Il 30 agosto il ministero degli Esteri di Gibuti ha espresso il suo “più profondo rammarico” per la decisione dell’Algeria di rompere le relazioni diplomatiche con il Marocco, auspicando una veloce soluzione della crisi. Il Marocco e l’Algeria, definiti come “paesi fratelli” dal governo di Gibuti, condividono secondo Gibuti l’interesse per la promozione della stabilità africana e del mondo arabo.

La posizione espressa da Gibuti, per quanto conciliatoria, è allineata con quella del Marocco e dei suoi principali partner internazionali, tra i quali gli Stati Uniti.

Il 31 agosto il primo ministro etiopico Abiy Ahmed e il presidente gibutiano Ismail Omar Guelleh hanno avuto una conversazione telefonica per discutere delle principali questioni di interesse bilaterale. Sebbene non siano trapelate indiscrezioni in merito al colloquio, è evidente come le questioni di sicurezza connesse all’evoluzione del conflitto nel Tigrai e, soprattutto, l’espansione del conflitto nello stato regionale dell’Afar, abbiano senza ombra di dubbio costituito la pare centrale di questo colloquio.

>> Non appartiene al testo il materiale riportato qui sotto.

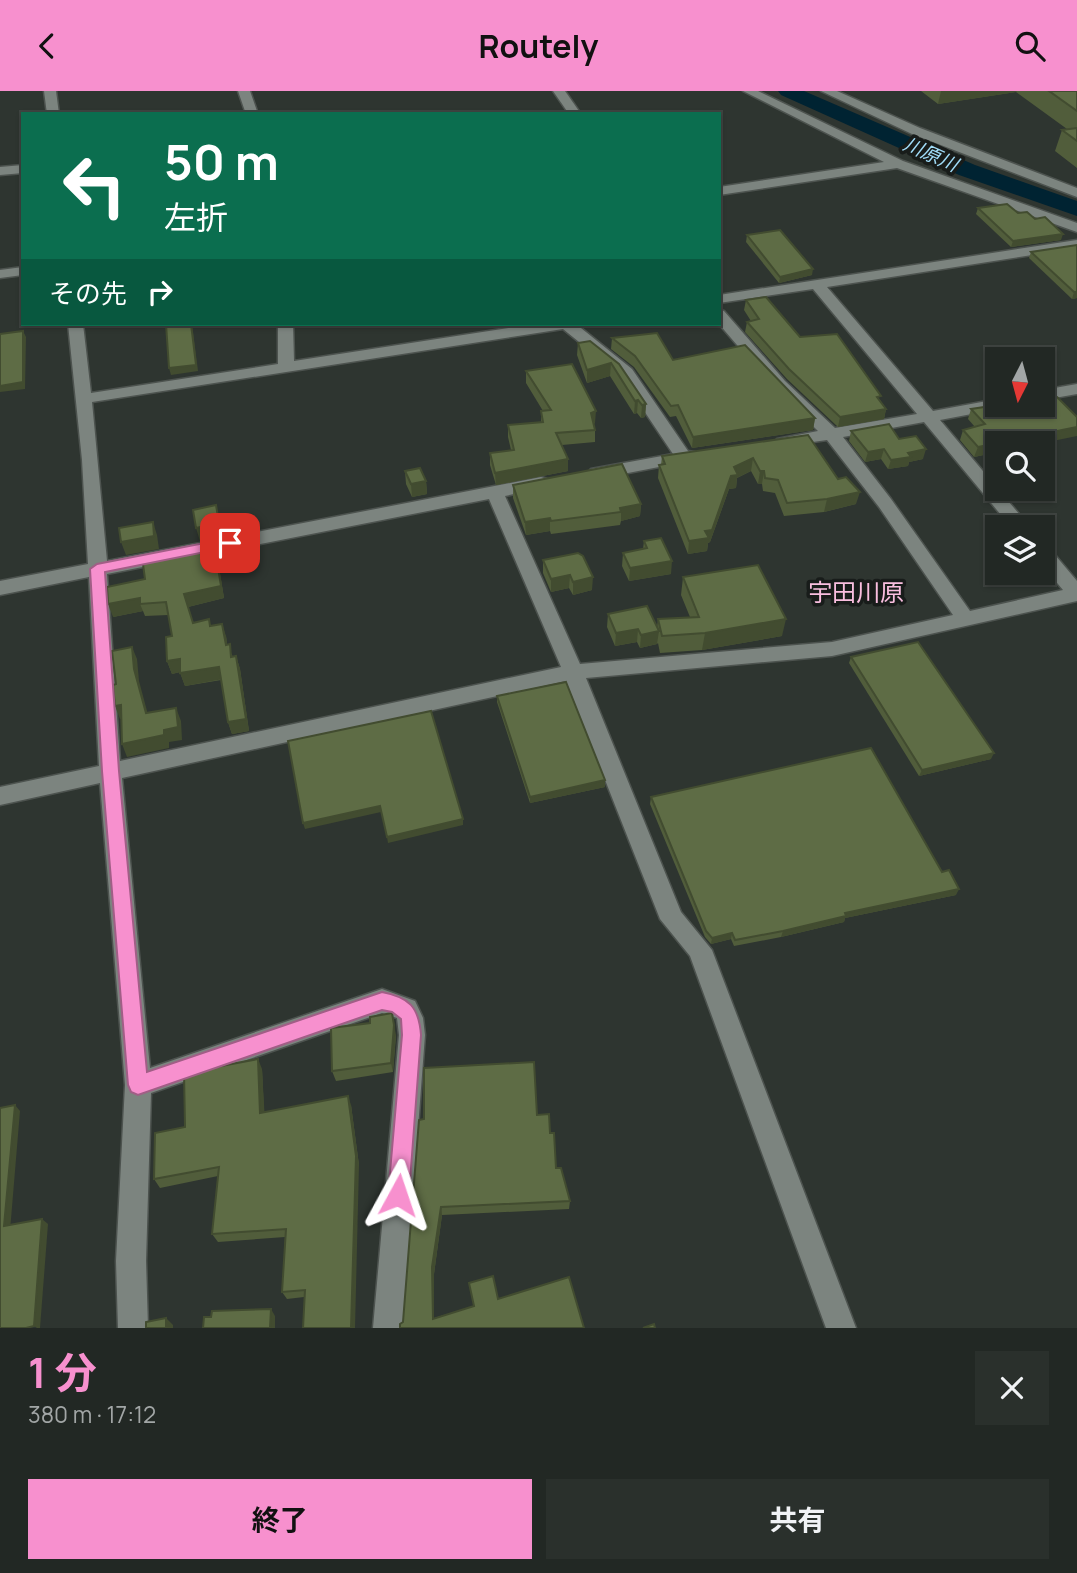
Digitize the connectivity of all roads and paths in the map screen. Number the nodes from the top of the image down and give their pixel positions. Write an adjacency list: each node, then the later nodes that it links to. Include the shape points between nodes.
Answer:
1 (50, 91): 6 (street)
2 (244, 91): 7 (street)
3 (559, 91): 8 (street)
4 (749, 91): 9 (street)
5 (827, 91): 13 (street, via 977,156)
6 (53, 112)
7 (251, 112)
8 (570, 112)
9 (898, 164): 12 (street); 14 (street)
10 (21, 169): 11 (street)
11 (0, 171)
12 (721, 191)
13 (1077, 193)
14 (1077, 228)
15 (1077, 244): 18 (street)
16 (21, 271): 17 (street)
17 (0, 274)
18 (817, 284): 19 (street); 30 (street)
19 (721, 299)
20 (721, 316): 31 (street)
21 (75, 326): 28 (street)
22 (285, 326): 25 (street)
23 (534, 326): 25 (street)
24 (568, 326): 34 (street, via 626,372)
25 (286, 367): 28 (street)
26 (1077, 389): 27 (street)
27 (1055, 393)
28 (82, 399): 38 (street, via 91,460)
29 (985, 407): 30 (street)
30 (927, 418): 31 (street); 36 (street)
31 (832, 436): 32 (street); 41 (street)
32 (765, 445)
33 (711, 453): 34 (street)
34 (684, 457): 35 (street)
35 (495, 492): 38 (street); 42 (street)
36 (1011, 515)
37 (1055, 568): 40 (street)
38 (97, 569): 39 (street); 43 (street)
39 (0, 588)
40 (1077, 594): 41 (street)
41 (965, 618): 42 (street, via 832,649)
42 (573, 672): 43 (street); 48 (street, via 672,919 700,950)
43 (110, 771): 44 (street); 45 (street)
44 (0, 796)
45 (138, 1085): 46 (street); 47 (street, via 382,1001 406,1009 412,1035)
46 (133, 1328)
47 (388, 1328)
48 (841, 1328)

Il giorno successivo, invece, ha presentato le proprie credenziali al ministero degli Esteri di Gibuti il nuovo ambasciatore etiopico nel paese, Abdi Mahmoud Ibe. A riceverle il direttore generale del protocollo, Faisal Alie.

Sempre il 31 agosto, invece, il Ministro degli Esteri del Kuwait, Sheikh Ahmad Nasser Al-Mohammad Al-Sabah, ha ricevuto l’ambasciatore gibutiano Mohammad Ali Moumin per i saluti ufficiali al termine del proprio mandato nel paese. Nell’occasione sono stati ribaditi i forti legami tra i due paesi e il crescente profilo di cooperazione.